Руфина Мартиноцци: Отговаривать резвого шевалье дальше Руфина не стала - в конце концов, если благородному господину пришла охота поразмяться, кто она такая, чтобы препятствовать? Объяснив Эстутвилю, где искать колодец и в какую бочку наливать воду, сама хозяйка дома принялась разводить огонь.
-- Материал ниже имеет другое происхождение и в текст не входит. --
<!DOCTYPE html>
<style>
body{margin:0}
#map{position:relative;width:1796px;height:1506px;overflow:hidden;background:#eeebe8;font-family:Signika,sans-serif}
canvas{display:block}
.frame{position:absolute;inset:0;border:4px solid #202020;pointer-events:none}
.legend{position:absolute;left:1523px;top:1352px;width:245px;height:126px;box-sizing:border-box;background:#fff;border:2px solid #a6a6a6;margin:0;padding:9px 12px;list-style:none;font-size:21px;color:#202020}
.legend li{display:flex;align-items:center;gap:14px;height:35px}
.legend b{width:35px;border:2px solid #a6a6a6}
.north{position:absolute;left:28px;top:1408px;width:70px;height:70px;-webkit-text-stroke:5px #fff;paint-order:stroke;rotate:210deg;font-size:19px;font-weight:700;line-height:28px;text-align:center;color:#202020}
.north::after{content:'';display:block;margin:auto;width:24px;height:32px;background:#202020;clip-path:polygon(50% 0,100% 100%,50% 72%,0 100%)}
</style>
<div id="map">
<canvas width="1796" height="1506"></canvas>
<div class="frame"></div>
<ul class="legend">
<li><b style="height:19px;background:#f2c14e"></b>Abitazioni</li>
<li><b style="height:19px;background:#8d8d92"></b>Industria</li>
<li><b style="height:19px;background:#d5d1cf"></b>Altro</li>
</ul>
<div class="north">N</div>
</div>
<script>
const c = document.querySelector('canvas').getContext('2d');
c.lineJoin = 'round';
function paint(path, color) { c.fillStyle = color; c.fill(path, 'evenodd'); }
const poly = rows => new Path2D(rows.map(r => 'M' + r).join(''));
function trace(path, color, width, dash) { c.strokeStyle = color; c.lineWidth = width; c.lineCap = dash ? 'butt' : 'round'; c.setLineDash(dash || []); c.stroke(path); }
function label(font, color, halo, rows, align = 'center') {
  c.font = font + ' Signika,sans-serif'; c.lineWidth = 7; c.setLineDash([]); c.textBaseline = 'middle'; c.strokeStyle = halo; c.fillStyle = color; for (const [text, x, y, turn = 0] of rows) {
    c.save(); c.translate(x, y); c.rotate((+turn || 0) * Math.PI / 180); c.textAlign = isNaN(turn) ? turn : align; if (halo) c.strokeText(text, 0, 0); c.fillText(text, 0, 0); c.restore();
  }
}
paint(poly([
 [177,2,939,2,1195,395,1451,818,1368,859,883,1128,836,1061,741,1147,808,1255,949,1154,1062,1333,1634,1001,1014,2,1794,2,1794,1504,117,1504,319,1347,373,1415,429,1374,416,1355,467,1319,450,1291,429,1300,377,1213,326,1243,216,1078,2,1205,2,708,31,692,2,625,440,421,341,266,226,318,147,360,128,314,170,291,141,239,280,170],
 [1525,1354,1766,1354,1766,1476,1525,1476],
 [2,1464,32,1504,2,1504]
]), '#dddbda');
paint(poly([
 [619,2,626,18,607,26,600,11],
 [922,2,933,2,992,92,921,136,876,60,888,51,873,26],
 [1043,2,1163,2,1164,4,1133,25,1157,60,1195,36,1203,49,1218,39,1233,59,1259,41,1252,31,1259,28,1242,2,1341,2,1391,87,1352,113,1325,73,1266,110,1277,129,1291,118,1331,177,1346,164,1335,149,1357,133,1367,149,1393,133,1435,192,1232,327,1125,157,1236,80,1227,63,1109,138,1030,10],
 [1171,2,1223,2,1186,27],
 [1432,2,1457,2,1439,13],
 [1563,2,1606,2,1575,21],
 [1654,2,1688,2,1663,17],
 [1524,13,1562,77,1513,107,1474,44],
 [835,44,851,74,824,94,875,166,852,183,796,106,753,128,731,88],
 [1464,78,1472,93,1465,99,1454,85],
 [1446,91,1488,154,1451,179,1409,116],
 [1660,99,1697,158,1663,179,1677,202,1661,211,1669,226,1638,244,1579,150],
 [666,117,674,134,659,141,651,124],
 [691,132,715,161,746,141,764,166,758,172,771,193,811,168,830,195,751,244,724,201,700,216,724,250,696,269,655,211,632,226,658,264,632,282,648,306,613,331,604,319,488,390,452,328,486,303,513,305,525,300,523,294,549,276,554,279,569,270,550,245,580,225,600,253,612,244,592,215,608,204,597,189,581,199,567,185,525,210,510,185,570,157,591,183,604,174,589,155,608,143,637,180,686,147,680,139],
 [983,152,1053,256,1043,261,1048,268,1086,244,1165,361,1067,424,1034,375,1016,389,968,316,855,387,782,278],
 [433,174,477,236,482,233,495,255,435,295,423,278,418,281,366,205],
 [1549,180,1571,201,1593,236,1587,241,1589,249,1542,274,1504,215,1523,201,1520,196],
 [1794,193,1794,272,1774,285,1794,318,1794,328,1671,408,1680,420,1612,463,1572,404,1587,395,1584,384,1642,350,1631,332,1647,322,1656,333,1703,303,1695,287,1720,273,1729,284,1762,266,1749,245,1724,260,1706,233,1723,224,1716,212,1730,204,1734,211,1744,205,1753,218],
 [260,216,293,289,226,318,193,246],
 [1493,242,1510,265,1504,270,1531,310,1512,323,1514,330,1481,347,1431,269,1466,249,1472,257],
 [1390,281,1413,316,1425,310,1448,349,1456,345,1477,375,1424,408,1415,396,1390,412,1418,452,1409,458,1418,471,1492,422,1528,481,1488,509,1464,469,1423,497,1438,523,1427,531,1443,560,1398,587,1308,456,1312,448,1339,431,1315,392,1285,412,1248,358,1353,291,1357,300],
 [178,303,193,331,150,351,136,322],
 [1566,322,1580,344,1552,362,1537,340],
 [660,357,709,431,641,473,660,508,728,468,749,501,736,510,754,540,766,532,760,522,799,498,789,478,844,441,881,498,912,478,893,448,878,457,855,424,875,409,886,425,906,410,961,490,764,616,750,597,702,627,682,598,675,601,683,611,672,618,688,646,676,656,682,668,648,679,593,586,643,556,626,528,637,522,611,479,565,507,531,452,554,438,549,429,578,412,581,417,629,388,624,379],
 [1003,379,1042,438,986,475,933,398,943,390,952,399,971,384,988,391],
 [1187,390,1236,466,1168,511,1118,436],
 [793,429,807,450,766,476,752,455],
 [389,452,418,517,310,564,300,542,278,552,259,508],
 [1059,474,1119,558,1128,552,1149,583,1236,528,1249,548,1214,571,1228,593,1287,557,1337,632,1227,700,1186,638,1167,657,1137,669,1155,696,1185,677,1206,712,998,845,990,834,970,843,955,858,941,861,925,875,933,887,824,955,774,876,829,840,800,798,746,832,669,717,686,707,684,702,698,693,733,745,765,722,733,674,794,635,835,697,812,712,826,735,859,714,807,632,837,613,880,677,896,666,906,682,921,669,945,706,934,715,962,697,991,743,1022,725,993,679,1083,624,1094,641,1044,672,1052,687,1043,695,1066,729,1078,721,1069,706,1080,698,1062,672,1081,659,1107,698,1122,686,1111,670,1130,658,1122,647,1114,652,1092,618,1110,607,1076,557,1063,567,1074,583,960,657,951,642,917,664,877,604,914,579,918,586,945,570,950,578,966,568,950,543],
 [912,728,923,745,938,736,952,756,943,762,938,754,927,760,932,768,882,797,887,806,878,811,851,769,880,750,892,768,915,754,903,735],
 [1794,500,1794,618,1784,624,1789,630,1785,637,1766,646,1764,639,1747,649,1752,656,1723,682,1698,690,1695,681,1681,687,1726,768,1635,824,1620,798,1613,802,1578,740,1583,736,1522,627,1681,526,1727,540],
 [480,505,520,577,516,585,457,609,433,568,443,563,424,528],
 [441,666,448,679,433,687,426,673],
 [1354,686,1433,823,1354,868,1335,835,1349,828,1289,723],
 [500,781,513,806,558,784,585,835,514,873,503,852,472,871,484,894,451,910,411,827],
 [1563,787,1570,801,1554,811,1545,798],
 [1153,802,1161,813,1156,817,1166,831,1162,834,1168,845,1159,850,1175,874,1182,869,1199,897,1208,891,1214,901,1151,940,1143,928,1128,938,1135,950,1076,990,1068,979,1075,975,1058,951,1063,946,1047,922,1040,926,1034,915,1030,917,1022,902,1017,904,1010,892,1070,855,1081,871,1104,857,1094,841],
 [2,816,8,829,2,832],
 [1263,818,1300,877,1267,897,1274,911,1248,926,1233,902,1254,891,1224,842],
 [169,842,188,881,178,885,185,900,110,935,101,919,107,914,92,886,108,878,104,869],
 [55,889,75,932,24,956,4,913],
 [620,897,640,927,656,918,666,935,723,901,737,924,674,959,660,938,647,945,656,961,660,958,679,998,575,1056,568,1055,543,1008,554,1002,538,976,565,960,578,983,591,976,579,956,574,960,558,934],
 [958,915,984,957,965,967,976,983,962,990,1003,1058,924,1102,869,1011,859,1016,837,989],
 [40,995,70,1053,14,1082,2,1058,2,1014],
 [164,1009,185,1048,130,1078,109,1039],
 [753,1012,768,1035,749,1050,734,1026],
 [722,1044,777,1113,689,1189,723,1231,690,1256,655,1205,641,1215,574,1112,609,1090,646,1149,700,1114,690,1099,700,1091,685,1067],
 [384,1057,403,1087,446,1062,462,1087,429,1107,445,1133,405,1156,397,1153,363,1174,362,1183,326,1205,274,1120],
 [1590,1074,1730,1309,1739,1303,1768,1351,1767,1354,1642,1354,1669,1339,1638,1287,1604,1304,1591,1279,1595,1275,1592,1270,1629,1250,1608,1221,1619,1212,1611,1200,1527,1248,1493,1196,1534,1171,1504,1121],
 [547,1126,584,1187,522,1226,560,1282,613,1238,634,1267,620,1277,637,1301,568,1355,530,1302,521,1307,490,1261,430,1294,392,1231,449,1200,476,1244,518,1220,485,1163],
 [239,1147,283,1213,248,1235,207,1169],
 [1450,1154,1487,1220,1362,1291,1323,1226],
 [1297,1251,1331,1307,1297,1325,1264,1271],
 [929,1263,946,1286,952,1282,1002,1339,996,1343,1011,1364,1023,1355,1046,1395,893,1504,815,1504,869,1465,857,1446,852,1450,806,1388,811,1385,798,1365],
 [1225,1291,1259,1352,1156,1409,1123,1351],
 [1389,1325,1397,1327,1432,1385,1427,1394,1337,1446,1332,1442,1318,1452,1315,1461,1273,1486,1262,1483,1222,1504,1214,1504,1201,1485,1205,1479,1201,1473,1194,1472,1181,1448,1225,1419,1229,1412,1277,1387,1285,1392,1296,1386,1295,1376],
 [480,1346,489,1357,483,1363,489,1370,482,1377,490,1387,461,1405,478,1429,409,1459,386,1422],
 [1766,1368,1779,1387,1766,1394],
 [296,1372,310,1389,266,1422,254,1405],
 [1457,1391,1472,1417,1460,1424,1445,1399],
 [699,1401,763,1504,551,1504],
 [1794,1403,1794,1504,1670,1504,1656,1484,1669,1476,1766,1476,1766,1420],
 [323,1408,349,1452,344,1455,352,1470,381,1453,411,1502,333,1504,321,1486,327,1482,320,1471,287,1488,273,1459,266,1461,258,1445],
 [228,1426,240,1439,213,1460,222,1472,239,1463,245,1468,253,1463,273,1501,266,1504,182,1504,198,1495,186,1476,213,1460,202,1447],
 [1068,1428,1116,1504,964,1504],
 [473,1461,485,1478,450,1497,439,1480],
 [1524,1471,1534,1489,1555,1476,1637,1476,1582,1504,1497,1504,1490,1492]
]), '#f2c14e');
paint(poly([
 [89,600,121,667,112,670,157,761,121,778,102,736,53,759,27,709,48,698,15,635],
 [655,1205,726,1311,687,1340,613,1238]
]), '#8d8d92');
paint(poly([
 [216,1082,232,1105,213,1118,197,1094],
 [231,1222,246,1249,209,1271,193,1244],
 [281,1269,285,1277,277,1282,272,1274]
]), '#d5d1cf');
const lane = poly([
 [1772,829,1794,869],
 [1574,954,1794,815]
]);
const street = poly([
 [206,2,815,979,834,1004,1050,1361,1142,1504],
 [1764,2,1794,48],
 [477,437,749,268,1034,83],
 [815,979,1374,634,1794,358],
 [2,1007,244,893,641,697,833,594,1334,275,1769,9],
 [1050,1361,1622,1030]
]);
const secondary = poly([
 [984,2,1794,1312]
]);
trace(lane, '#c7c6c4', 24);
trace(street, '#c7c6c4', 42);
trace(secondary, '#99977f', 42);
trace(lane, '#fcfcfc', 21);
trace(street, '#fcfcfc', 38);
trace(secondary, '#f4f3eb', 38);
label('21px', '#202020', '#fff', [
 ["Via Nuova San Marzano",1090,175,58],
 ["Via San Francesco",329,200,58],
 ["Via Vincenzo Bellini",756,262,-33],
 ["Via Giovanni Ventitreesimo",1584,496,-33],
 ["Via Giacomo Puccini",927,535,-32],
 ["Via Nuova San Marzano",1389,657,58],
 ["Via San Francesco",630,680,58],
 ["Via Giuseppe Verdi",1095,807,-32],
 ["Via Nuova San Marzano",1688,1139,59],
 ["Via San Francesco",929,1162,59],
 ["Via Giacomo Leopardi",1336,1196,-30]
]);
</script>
Хлопоты по приготовлению купели заняли куда больше времени, чем само омовение - оставив постояльца отмокать в корыте с теплой водой, Руфина целомудренно удалилась наверх, чтобы приготовить ему комнату, и спустилась обратно не раньше, чем Арно утвердительно ответил на вопрос, одет ли он. Тем не менее, взору доброй вдовы он предстал в виде, приводившем на память то ли языческие святки, то ли кулачные бои. Мастера старых времен запечатлели в камне предостаточно почти и совсем голых мужчин, чтобы у Руфины могло возникнуть подобное сравнение. - Это что такое? - спросила она со всей возможной строгостью, отметив, тем не менее, про себя, что француз недурно сложен.

Арно д'Эстутвиль: Муки совести не настигли кардинальского племянника, поскольку простыня, доставшаяся от щедрот хозяйки, прикрывала все самое срамное, а потому в обществе вдовы, успевшей навидаться всякого, о чем девицам не полагалось даже помышлять, можно было смело считать себя одетым в наряд ранних мучеников. Ночная сорочка, в конце концов, отличалась от его нынешнего облачения лишь тем, что скрадывала торс, но разве самого Господа не изображали на распятии в одной лишь повязке?.. - Полотенце, монна, - улыбнулся Арно, ловко орудуя гребнем, также пожертвованным доброй домовладелицей. Шевелюра его вновь обретала пристойный вид, отличный от прежнего вороньего гнезда, на котором вдоволь потоптался медведь. - Я покамест не осмеливаюсь надеть на себя это скверно пахнущее рубище. Шевалье указал на груду вещей, за которые еще три дня назад можно было выручить достаточно золотых монет, чтобы в течение месяца, а то и двух, сытно кормить семейство. - Если бы вы были так добры отдать его прачке... - д'Эстутвиль ослепительно улыбнулся Руфине, сопровождая свои слова тягучим взглядом, словно тот обладал способностью смазывать увиденное медом, которым гигантский нормандский шмель был не прочь полакомиться. - К сожалению, весь мой гардероб на другом берегу, а появляться же неопрятным в вашем обществе стало бы верхом неучтивости, монна.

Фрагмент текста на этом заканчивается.